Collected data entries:
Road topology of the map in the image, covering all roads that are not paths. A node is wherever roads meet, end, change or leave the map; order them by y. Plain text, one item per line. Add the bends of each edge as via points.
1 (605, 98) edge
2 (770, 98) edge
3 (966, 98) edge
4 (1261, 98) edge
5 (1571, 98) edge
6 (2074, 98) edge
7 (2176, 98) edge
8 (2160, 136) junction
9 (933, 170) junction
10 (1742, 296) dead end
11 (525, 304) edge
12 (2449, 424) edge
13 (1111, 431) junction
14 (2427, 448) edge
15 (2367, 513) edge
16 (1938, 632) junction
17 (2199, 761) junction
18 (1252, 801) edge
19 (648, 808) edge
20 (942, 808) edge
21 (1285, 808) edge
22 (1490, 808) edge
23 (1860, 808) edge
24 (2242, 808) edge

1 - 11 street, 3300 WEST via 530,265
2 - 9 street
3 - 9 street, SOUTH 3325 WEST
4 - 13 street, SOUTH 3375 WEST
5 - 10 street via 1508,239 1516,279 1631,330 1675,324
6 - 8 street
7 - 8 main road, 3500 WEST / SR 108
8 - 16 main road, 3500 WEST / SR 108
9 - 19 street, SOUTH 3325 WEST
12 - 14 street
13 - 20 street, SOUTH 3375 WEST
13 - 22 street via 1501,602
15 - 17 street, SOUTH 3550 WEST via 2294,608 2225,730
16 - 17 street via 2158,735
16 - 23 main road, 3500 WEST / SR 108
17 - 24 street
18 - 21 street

■ What you should do: Please write out the entries exactly, keeping every line intact.

■ Result of this task:
Road topology of the map in the image, covering all roads that are not paths. A node is wherever roads meet, end, change or leave the map; order them by y. Plain text, one item per line. Add the bends of each edge as via points.
1 (605, 98) edge
2 (770, 98) edge
3 (966, 98) edge
4 (1261, 98) edge
5 (1571, 98) edge
6 (2074, 98) edge
7 (2176, 98) edge
8 (2160, 136) junction
9 (933, 170) junction
10 (1742, 296) dead end
11 (525, 304) edge
12 (2449, 424) edge
13 (1111, 431) junction
14 (2427, 448) edge
15 (2367, 513) edge
16 (1938, 632) junction
17 (2199, 761) junction
18 (1252, 801) edge
19 (648, 808) edge
20 (942, 808) edge
21 (1285, 808) edge
22 (1490, 808) edge
23 (1860, 808) edge
24 (2242, 808) edge

1 - 11 street, 3300 WEST via 530,265
2 - 9 street
3 - 9 street, SOUTH 3325 WEST
4 - 13 street, SOUTH 3375 WEST
5 - 10 street via 1508,239 1516,279 1631,330 1675,324
6 - 8 street
7 - 8 main road, 3500 WEST / SR 108
8 - 16 main road, 3500 WEST / SR 108
9 - 19 street, SOUTH 3325 WEST
12 - 14 street
13 - 20 street, SOUTH 3375 WEST
13 - 22 street via 1501,602
15 - 17 street, SOUTH 3550 WEST via 2294,608 2225,730
16 - 17 street via 2158,735
16 - 23 main road, 3500 WEST / SR 108
17 - 24 street
18 - 21 street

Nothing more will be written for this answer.